After three years overseas, first in Saudia Arabia and then in Greece, my memories of that mythical place called home — meaning Australia — had grown as blurred as these images on the corkboard above the desk in my office in Piraeus.

While dozens of ships were carrying millions of dollars worth of cargo across the seas, I was left to second-guess and piece together from the names of ships and copies of telexes and entries appearing on bank statements my boss's commodity trading deals in far-away Jeddah.

 

Note my early PC, an APPLE ///, but most computing was still done in my head

 

Accounting depends on paperwork, not guesswork, and my patience was often sorely tested as I had to rely on hearsay and word-of-mouth to offset one Letter of Credit against another and settle charter parties on little more than a brief phone call.

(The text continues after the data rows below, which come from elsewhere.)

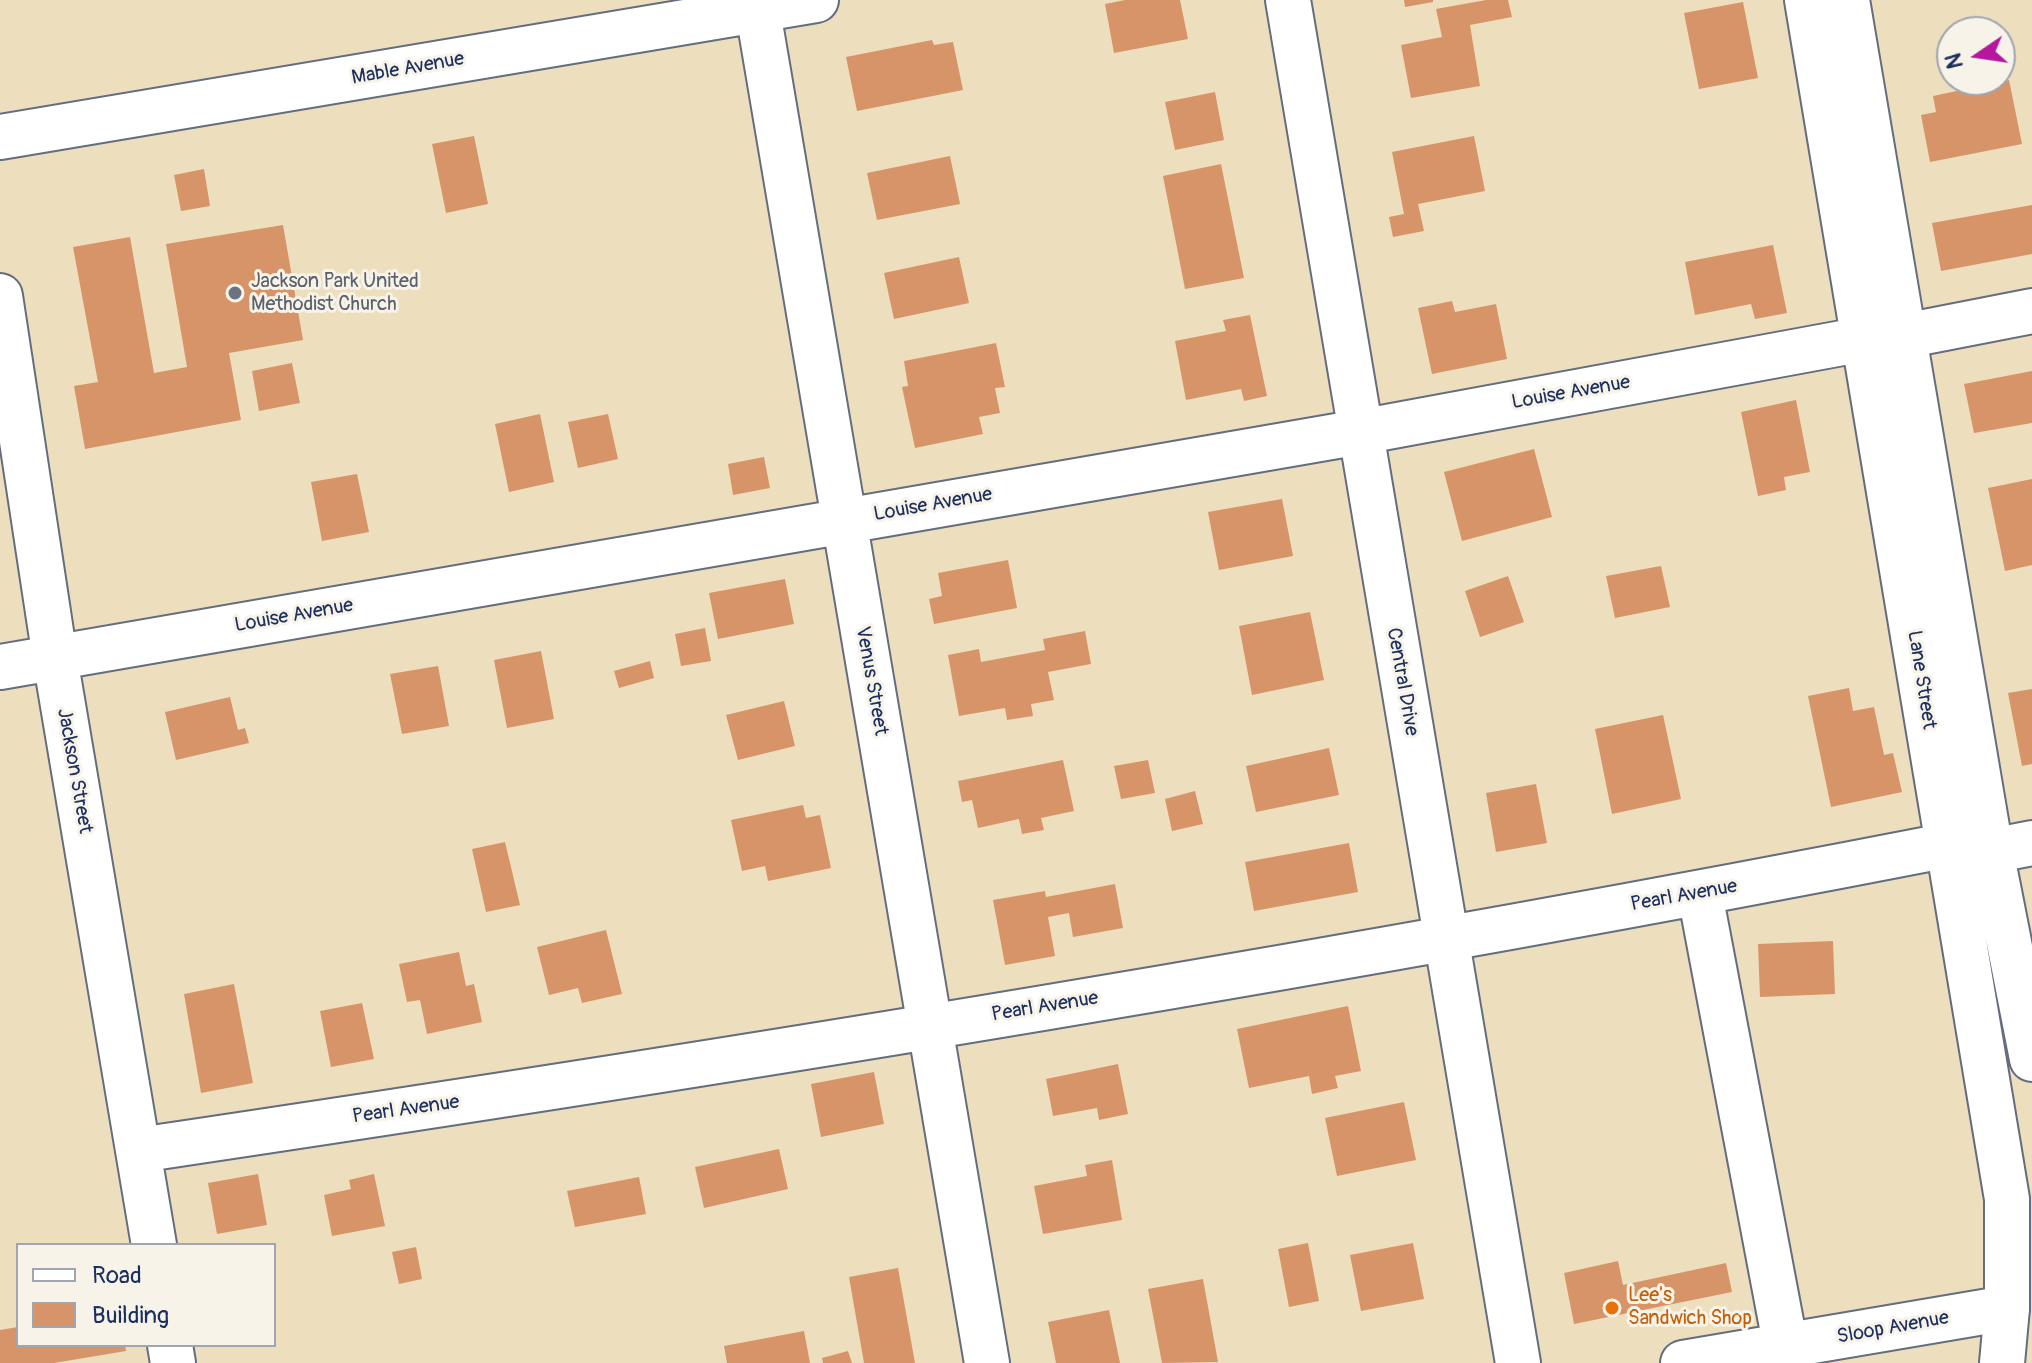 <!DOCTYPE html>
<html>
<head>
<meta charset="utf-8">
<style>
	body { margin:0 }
	#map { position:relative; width:2032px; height:1363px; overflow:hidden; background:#eddfbd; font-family:Pangolin,sans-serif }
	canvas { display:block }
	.legend { position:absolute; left:16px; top:1243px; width:260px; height:104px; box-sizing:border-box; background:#f7f3e8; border:2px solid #9fa5b1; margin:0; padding:10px 14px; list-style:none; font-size:24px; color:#1b2f5e }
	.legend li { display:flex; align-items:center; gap:16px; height:40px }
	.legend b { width:40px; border:2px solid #9fa5b1 }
	.north { position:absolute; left:1936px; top:16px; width:80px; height:80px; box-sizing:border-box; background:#f7f3e8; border:2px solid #9fa5b1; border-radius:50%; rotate:257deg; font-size:22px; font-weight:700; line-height:32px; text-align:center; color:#1b2f5e }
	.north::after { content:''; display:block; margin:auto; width:28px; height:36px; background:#b5179e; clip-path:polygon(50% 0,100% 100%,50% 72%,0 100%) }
</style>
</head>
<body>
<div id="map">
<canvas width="2032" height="1363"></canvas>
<ul class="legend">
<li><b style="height:10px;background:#fff"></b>Road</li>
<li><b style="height:22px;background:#d79469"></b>Building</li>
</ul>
<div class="north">N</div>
</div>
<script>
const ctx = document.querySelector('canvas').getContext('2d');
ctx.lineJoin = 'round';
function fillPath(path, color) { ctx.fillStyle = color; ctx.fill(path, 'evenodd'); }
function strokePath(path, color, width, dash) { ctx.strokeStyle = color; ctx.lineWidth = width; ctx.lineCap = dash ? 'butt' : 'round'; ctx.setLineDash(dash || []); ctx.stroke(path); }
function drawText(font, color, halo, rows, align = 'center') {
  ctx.font = font + ' Pangolin,sans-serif'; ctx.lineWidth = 6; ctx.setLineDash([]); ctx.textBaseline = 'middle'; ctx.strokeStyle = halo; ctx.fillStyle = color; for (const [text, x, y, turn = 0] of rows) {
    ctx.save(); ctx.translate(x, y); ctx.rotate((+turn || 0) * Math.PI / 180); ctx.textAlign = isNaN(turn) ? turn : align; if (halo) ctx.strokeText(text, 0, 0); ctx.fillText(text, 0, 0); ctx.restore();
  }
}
fillPath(new Path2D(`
	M1125 0H1180L1188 39 1114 53 1105 4Z
	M1404 0H1433V2L1405 7Z
	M1486 0H1508L1512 17 1470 25 1480 86 1411 98 1401 45 1442 37 1436 9Z
	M1743 2 1758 78 1699 89 1684 13Z
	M932 40 934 45 953 42 963 90 857 111 846 57Z
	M2009 80 2022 144 1930 162 1921 115 1936 112 1933 96Z
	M1215 92 1224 140 1175 150 1165 102Z
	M474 136 488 204 446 213 432 144Z
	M1474 136 1485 191 1418 204 1424 231 1393 237 1389 217 1404 214 1392 152Z
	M950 156 960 204 877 220 867 173Z
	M1221 164 1244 278 1185 289 1163 176Z
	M204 169 210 206 181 211 174 175Z
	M2032 205V254L1941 271 1932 223Z
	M283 225 303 340 229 353 241 420 85 449 74 386 98 382 73 247 130 237 154 373 187 367 166 244Z
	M1773 245 1787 313 1755 319 1751 304 1695 315 1685 262Z
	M959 257 969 303 894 319 884 273Z
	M1452 301 1455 312 1496 304 1507 359 1432 374 1418 308Z
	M1250 315 1267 396 1244 401 1241 389 1186 400 1175 341 1226 331 1223 320Z
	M996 343 1005 387 995 388 1000 413 979 417 983 434 915 448 902 387 908 386 904 361Z
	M292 363 300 403 259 411 252 371Z
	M2032 371V423L1974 433 1964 384Z
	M1796 400 1810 472 1784 477 1786 490 1758 496 1741 412Z
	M540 414 554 482 509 492 495 424Z
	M608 414 618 459 578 468 568 422Z
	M1534 449 1552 517 1462 541 1444 472Z
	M764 457 770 488 733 495 728 464Z
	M357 474 369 532 322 541 311 482Z
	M2032 479V565L2005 571 1988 488Z
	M1282 499 1293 556 1219 570 1208 512Z
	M1008 560 1017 608 934 624 929 599 942 596 938 573Z
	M1661 566 1670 607 1615 618 1606 576Z
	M1508 576 1524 622 1480 637 1465 591Z
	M785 579 794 624 718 639 709 593Z
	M1310 612 1324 680 1252 695 1239 626Z
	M705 628 711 661 681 666 675 634Z
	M1085 631 1091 664 1048 672 1054 700 1031 704 1033 716 1007 720 1005 708 959 716 948 655 979 649 981 662 1045 650 1043 639Z
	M541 651 554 719 507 728 494 660Z
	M650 661 654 678 619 688 614 671Z
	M438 666 449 726 402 734 390 674Z
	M1849 688 1853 711 1874 707 1884 755 1893 753 1902 792 1831 807 1808 696Z
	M2032 689V764L2022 766 2008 693Z
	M230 697 238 730 245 728 249 743 176 760 165 712Z
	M784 701 795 746 738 760 726 715Z
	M1663 715 1681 799 1612 814 1595 729Z
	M1329 748 1339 795 1256 812 1246 766Z
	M1063 760 1074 811 1041 818 1044 830 1022 834 1019 819 978 828 972 800 962 802 958 781Z
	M1148 760 1155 793 1121 799 1114 766Z
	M1536 784 1547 843 1496 852 1486 793Z
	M1195 791 1203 824 1172 831 1165 799Z
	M803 805 806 818 820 815 831 868 768 881 765 866 742 871 731 820Z
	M505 842 520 905 486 912 472 849Z
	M1349 843 1358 892 1254 911 1245 862Z
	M1115 884 1123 928 1073 937 1069 913 1048 917 1055 956 1005 965 993 900 1045 891 1046 897Z
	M606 930 622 994 582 1003 578 988 549 995 537 947Z
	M1833 941 1835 994 1760 997 1758 944Z
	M459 952 466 986 474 984 482 1022 427 1034 420 1000 407 1002 399 964Z
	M234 984 253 1083 201 1093 184 994Z
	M362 1003 374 1059 331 1067 320 1011Z
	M1348 1006 1361 1071 1335 1076 1338 1088 1312 1094 1309 1076 1249 1088 1237 1029Z
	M1118 1064 1128 1114 1099 1120 1097 1108 1053 1116 1046 1079Z
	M874 1072 884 1124 821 1137 811 1084Z
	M1404 1102 1416 1160 1337 1176 1325 1118Z
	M779 1149 788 1189 704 1208 695 1167Z
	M1112 1160 1122 1220 1043 1234 1034 1186 1087 1176 1085 1165Z
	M258 1174 267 1225 217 1234 208 1183Z
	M374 1174 385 1226 332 1236 324 1195 351 1189 349 1180Z
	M639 1177 646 1214 575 1227 567 1191Z
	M1308 1243 1319 1301 1289 1307 1278 1249Z
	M1413 1243 1424 1299 1361 1311 1350 1255Z
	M416 1247 422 1279 399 1284 392 1252Z
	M1618 1261 1623 1285 1726 1263 1732 1292 1574 1324 1564 1273Z
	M898 1268 915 1363H864L849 1277Z
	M1203 1279 1218 1362 1162 1363 1148 1289Z
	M1109 1310 1120 1363H1056L1048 1322Z
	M18 1327V1345H125L126 1351 54 1363H0V1330Z
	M804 1331 810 1363H727L724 1346Z
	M848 1351 852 1363H823L822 1358Z`), '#d79469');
const minor = new Path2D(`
	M756 0 987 1363
	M1288 0 1518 1363
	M0 137 816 0
	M0 296 55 658 154 1245
	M1904 336 2032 311
	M0 667 1360 432 1864 339
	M1991 851 2032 843
	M1700 894 1786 1348
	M139 1150C744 1060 1348 962 1949 845
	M170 1345 173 1363
	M1683 1363 2007 1308`);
const major = new Path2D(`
	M1807 0 2007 1199V1308L2002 1363
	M1847 0 1991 851 2032 1059`);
strokePath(minor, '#646d7f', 48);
strokePath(major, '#646d7f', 48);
strokePath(minor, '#fff', 44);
strokePath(major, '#fff', 44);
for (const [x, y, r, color] of [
	[235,293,8,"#6b7280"],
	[1612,1308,8,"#e8710a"]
]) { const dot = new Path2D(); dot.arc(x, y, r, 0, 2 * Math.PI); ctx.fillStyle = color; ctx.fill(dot); strokePath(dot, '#f7f3e8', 3); }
drawText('20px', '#1b2f5e', '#f7f3e8', [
	["Mable Avenue",408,69,-10],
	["Louise Avenue",1571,393,-10],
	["Louise Avenue",933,505,-10],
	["Louise Avenue",294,616,-10],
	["Lane Street",1921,680,81],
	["Venus Street",871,681,80],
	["Central Drive",1402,682,80],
	["Jackson Street",74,771,80],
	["Pearl Avenue",1684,896,-10],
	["Pearl Avenue",1045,1007,-9],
	["Pearl Avenue",406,1110,-8],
	["Sloop Avenue",1893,1328,-10]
]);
drawText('20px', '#5b616d', '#f7f3e8', [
	["Jackson Park United",251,282],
	["Methodist Church",251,305]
], 'left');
drawText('20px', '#c56008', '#f7f3e8', [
	["Lee's",1628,1296],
	["Sandwich Shop",1628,1319]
], 'left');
</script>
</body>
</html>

I didn't always sleep well at night.

The things that kept me going were those photos and picture postcards pinned to the corkboard above me desk, photos of my first home in cold Canberra, photos of my last home in tropical Far North Queensland at Cape Pallarenda, and postcards of Picnic Bay on Magnetic Island where I owned a block of land and hoped to one day build my permanent home.

 

 

I had already paid a very high personal price in taking on and continuing this job, so that when, through a great deal of 'extracurricular' forensic auditing of trades done before I had even started this job, I was able to recover vast sums of money, only to be 'rewarded' by my boss with a "What took you so long?", the things that kept me going no longer did.

I impulsively resigned from a job that others would have killed for, to return to that mythical place called home where it took me the best part of another ten years to bring back into focus those blurred images, not in cold Canberra and not in tropical Far North Queensland, but in little Nelligen which has now been my home for over thirty years.